→ WORK REQUIRED
Return all the entries word for word, minus the pictures.

------------------------------------------------------------------------

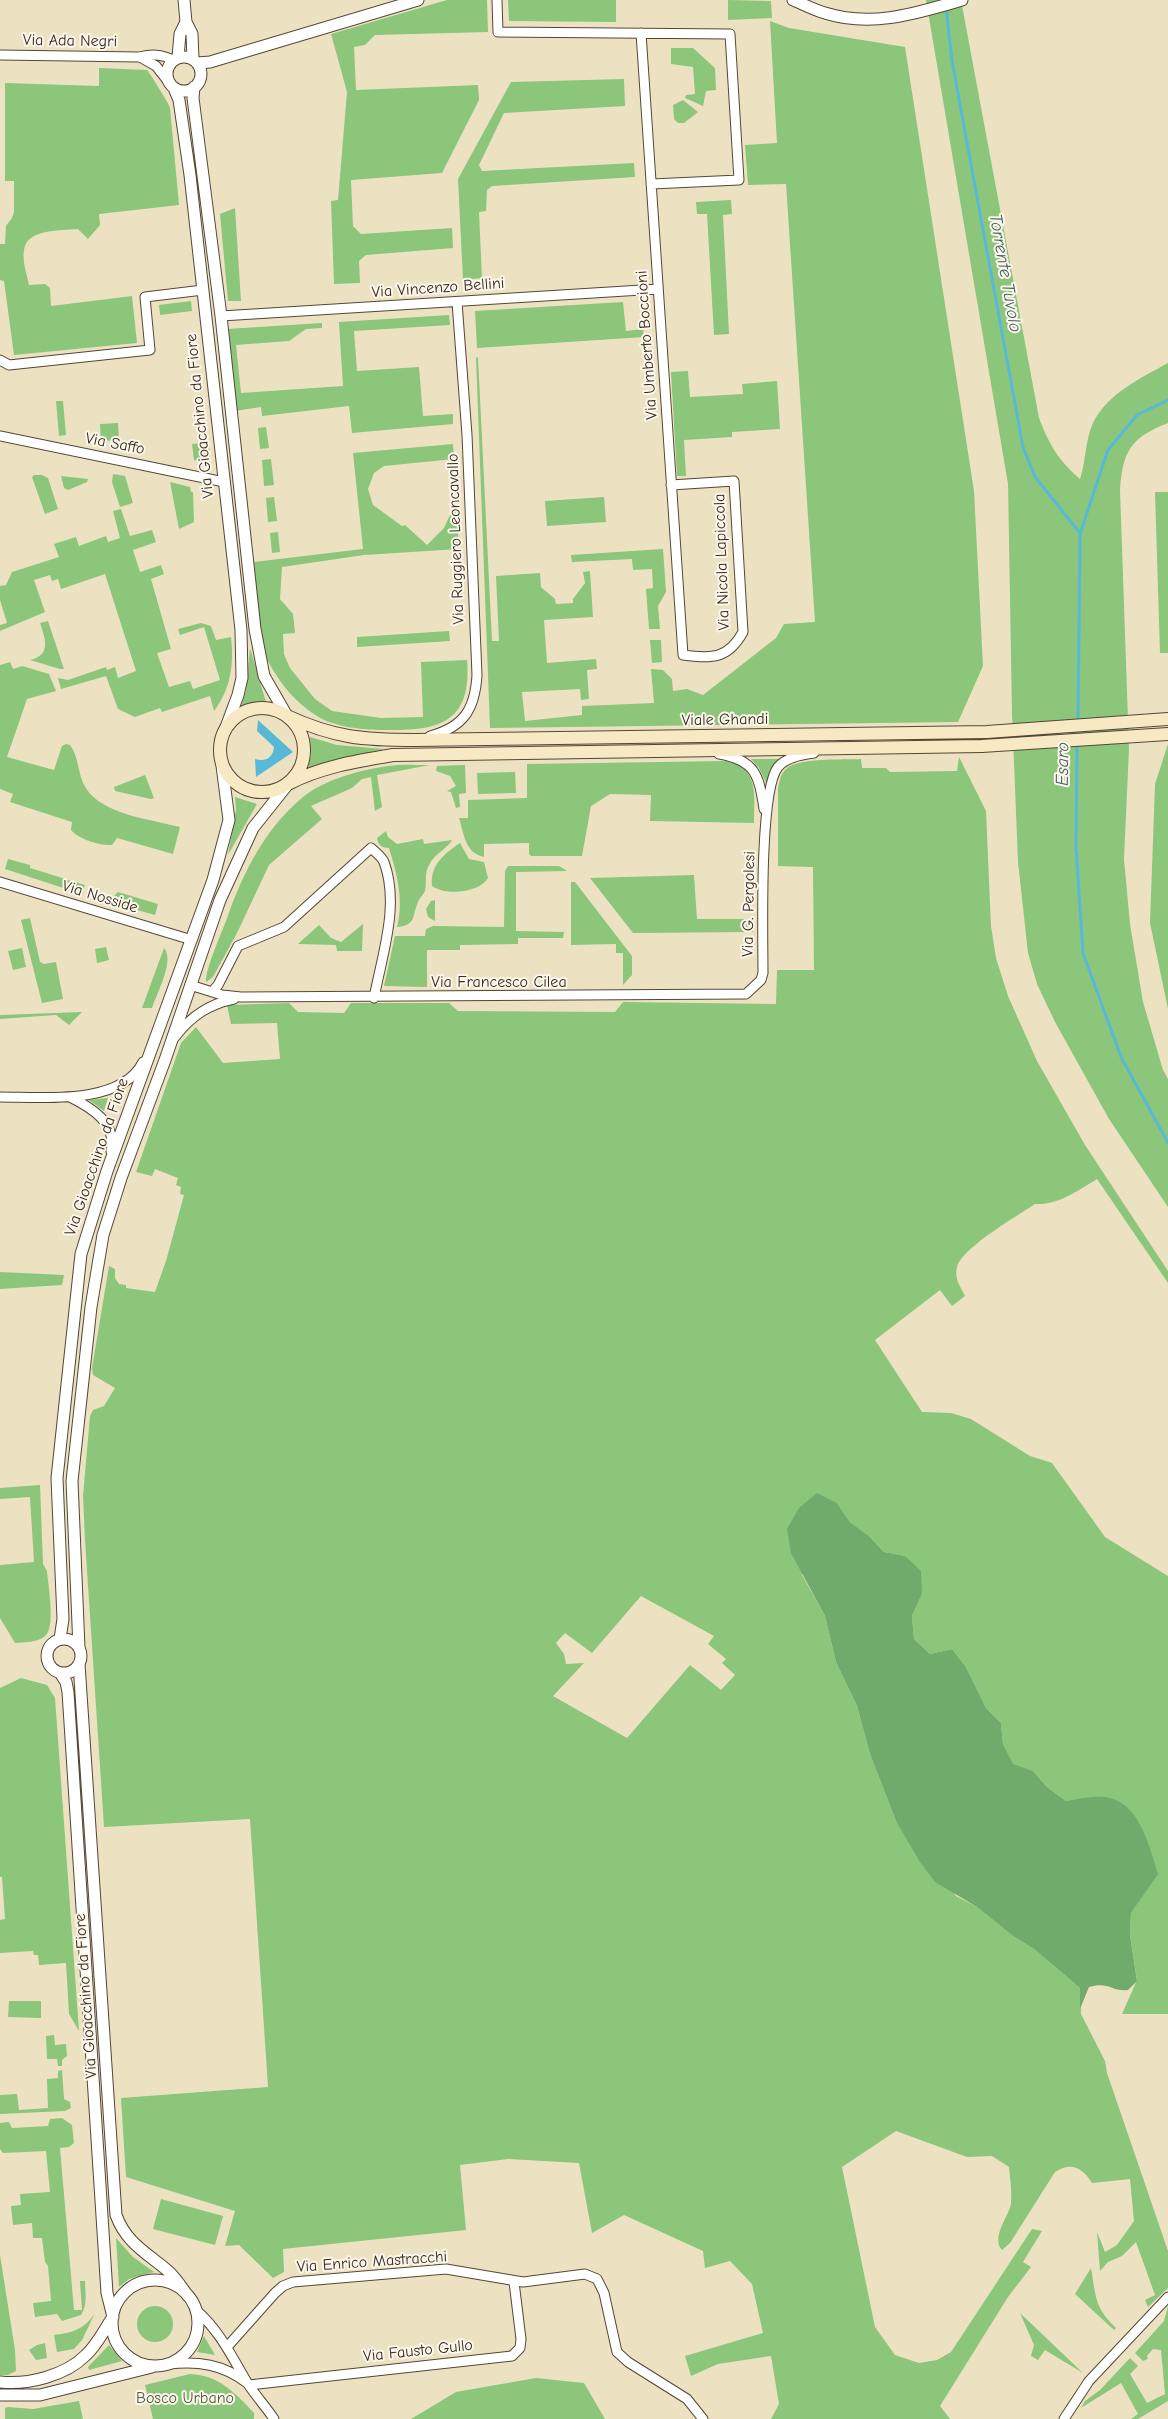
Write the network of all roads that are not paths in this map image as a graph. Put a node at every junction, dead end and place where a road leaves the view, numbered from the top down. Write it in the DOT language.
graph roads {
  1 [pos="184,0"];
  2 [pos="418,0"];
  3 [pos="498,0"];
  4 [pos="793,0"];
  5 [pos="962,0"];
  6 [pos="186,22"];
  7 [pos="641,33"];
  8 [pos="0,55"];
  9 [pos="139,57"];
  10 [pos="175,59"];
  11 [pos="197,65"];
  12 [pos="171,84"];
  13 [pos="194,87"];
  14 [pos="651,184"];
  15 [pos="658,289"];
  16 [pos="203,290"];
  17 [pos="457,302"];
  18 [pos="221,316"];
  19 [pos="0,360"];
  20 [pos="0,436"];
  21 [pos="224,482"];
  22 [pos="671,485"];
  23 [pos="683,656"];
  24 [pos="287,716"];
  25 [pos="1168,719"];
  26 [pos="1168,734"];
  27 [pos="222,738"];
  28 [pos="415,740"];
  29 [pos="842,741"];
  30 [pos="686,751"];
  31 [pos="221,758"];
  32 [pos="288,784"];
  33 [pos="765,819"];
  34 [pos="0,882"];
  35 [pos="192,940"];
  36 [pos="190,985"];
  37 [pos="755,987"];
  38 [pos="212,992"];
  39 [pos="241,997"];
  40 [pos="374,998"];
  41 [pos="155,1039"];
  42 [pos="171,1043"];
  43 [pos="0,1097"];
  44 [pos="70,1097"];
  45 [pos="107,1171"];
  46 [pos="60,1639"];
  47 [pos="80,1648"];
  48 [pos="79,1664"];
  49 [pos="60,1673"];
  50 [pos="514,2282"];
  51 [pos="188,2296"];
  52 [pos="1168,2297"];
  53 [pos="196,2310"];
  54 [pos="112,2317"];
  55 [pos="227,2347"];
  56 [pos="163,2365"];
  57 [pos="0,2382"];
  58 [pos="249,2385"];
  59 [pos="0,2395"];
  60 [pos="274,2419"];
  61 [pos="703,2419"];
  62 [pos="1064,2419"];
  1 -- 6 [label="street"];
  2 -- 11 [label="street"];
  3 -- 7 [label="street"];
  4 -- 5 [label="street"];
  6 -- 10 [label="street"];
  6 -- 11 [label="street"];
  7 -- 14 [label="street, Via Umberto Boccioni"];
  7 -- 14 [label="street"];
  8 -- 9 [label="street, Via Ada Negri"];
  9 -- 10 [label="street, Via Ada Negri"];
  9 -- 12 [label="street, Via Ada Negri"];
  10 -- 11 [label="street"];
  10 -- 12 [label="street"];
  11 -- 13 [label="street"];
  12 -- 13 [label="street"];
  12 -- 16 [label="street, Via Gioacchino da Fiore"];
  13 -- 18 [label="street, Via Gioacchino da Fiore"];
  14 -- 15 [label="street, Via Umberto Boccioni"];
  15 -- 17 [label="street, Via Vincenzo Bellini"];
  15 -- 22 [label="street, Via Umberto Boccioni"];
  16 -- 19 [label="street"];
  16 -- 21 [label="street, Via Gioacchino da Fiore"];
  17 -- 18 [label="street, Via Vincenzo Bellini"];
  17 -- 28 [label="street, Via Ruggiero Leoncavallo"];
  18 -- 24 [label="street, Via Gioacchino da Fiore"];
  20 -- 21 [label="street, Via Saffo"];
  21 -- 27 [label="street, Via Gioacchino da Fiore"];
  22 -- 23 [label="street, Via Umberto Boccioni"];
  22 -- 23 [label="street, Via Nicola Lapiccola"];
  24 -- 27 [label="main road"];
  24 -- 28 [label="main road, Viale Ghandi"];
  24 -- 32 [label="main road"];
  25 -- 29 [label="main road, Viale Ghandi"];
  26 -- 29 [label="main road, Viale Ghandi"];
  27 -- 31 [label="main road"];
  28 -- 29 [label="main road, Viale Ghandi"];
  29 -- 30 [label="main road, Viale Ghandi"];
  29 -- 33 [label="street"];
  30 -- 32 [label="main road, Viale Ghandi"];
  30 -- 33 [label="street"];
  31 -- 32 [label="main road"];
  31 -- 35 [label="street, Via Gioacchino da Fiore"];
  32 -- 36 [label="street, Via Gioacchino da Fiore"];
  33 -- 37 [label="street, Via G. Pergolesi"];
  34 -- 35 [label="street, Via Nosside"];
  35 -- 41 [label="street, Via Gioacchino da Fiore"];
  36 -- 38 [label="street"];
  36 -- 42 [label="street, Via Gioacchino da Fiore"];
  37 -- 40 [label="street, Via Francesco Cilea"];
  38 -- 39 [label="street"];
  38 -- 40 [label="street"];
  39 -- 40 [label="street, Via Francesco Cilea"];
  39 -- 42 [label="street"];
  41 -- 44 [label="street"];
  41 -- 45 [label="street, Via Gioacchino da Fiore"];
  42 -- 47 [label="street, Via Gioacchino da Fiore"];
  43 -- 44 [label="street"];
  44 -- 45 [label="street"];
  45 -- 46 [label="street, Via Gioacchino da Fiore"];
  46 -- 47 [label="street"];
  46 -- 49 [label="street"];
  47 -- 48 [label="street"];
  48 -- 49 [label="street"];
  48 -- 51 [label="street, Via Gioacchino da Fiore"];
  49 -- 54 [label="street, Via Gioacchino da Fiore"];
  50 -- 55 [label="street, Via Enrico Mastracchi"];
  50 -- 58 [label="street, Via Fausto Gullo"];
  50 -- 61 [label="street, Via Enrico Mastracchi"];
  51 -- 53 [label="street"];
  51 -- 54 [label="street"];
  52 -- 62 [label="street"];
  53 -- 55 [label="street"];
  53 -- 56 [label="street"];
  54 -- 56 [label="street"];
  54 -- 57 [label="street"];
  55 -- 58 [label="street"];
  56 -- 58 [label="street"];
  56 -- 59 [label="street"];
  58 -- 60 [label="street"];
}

------------------------------------------------------------------------

→ YOUR RESPONSE
Write the network of all roads that are not paths in this map image as a graph. Put a node at every junction, dead end and place where a road leaves the view, numbered from the top down. Write it in the DOT language.
graph roads {
  1 [pos="184,0"];
  2 [pos="418,0"];
  3 [pos="498,0"];
  4 [pos="793,0"];
  5 [pos="962,0"];
  6 [pos="186,22"];
  7 [pos="641,33"];
  8 [pos="0,55"];
  9 [pos="139,57"];
  10 [pos="175,59"];
  11 [pos="197,65"];
  12 [pos="171,84"];
  13 [pos="194,87"];
  14 [pos="651,184"];
  15 [pos="658,289"];
  16 [pos="203,290"];
  17 [pos="457,302"];
  18 [pos="221,316"];
  19 [pos="0,360"];
  20 [pos="0,436"];
  21 [pos="224,482"];
  22 [pos="671,485"];
  23 [pos="683,656"];
  24 [pos="287,716"];
  25 [pos="1168,719"];
  26 [pos="1168,734"];
  27 [pos="222,738"];
  28 [pos="415,740"];
  29 [pos="842,741"];
  30 [pos="686,751"];
  31 [pos="221,758"];
  32 [pos="288,784"];
  33 [pos="765,819"];
  34 [pos="0,882"];
  35 [pos="192,940"];
  36 [pos="190,985"];
  37 [pos="755,987"];
  38 [pos="212,992"];
  39 [pos="241,997"];
  40 [pos="374,998"];
  41 [pos="155,1039"];
  42 [pos="171,1043"];
  43 [pos="0,1097"];
  44 [pos="70,1097"];
  45 [pos="107,1171"];
  46 [pos="60,1639"];
  47 [pos="80,1648"];
  48 [pos="79,1664"];
  49 [pos="60,1673"];
  50 [pos="514,2282"];
  51 [pos="188,2296"];
  52 [pos="1168,2297"];
  53 [pos="196,2310"];
  54 [pos="112,2317"];
  55 [pos="227,2347"];
  56 [pos="163,2365"];
  57 [pos="0,2382"];
  58 [pos="249,2385"];
  59 [pos="0,2395"];
  60 [pos="274,2419"];
  61 [pos="703,2419"];
  62 [pos="1064,2419"];
  1 -- 6 [label="street"];
  2 -- 11 [label="street"];
  3 -- 7 [label="street"];
  4 -- 5 [label="street"];
  6 -- 10 [label="street"];
  6 -- 11 [label="street"];
  7 -- 14 [label="street, Via Umberto Boccioni"];
  7 -- 14 [label="street"];
  8 -- 9 [label="street, Via Ada Negri"];
  9 -- 10 [label="street, Via Ada Negri"];
  9 -- 12 [label="street, Via Ada Negri"];
  10 -- 11 [label="street"];
  10 -- 12 [label="street"];
  11 -- 13 [label="street"];
  12 -- 13 [label="street"];
  12 -- 16 [label="street, Via Gioacchino da Fiore"];
  13 -- 18 [label="street, Via Gioacchino da Fiore"];
  14 -- 15 [label="street, Via Umberto Boccioni"];
  15 -- 17 [label="street, Via Vincenzo Bellini"];
  15 -- 22 [label="street, Via Umberto Boccioni"];
  16 -- 19 [label="street"];
  16 -- 21 [label="street, Via Gioacchino da Fiore"];
  17 -- 18 [label="street, Via Vincenzo Bellini"];
  17 -- 28 [label="street, Via Ruggiero Leoncavallo"];
  18 -- 24 [label="street, Via Gioacchino da Fiore"];
  20 -- 21 [label="street, Via Saffo"];
  21 -- 27 [label="street, Via Gioacchino da Fiore"];
  22 -- 23 [label="street, Via Umberto Boccioni"];
  22 -- 23 [label="street, Via Nicola Lapiccola"];
  24 -- 27 [label="main road"];
  24 -- 28 [label="main road, Viale Ghandi"];
  24 -- 32 [label="main road"];
  25 -- 29 [label="main road, Viale Ghandi"];
  26 -- 29 [label="main road, Viale Ghandi"];
  27 -- 31 [label="main road"];
  28 -- 29 [label="main road, Viale Ghandi"];
  29 -- 30 [label="main road, Viale Ghandi"];
  29 -- 33 [label="street"];
  30 -- 32 [label="main road, Viale Ghandi"];
  30 -- 33 [label="street"];
  31 -- 32 [label="main road"];
  31 -- 35 [label="street, Via Gioacchino da Fiore"];
  32 -- 36 [label="street, Via Gioacchino da Fiore"];
  33 -- 37 [label="street, Via G. Pergolesi"];
  34 -- 35 [label="street, Via Nosside"];
  35 -- 41 [label="street, Via Gioacchino da Fiore"];
  36 -- 38 [label="street"];
  36 -- 42 [label="street, Via Gioacchino da Fiore"];
  37 -- 40 [label="street, Via Francesco Cilea"];
  38 -- 39 [label="street"];
  38 -- 40 [label="street"];
  39 -- 40 [label="street, Via Francesco Cilea"];
  39 -- 42 [label="street"];
  41 -- 44 [label="street"];
  41 -- 45 [label="street, Via Gioacchino da Fiore"];
  42 -- 47 [label="street, Via Gioacchino da Fiore"];
  43 -- 44 [label="street"];
  44 -- 45 [label="street"];
  45 -- 46 [label="street, Via Gioacchino da Fiore"];
  46 -- 47 [label="street"];
  46 -- 49 [label="street"];
  47 -- 48 [label="street"];
  48 -- 49 [label="street"];
  48 -- 51 [label="street, Via Gioacchino da Fiore"];
  49 -- 54 [label="street, Via Gioacchino da Fiore"];
  50 -- 55 [label="street, Via Enrico Mastracchi"];
  50 -- 58 [label="street, Via Fausto Gullo"];
  50 -- 61 [label="street, Via Enrico Mastracchi"];
  51 -- 53 [label="street"];
  51 -- 54 [label="street"];
  52 -- 62 [label="street"];
  53 -- 55 [label="street"];
  53 -- 56 [label="street"];
  54 -- 56 [label="street"];
  54 -- 57 [label="street"];
  55 -- 58 [label="street"];
  56 -- 58 [label="street"];
  56 -- 59 [label="street"];
  58 -- 60 [label="street"];
}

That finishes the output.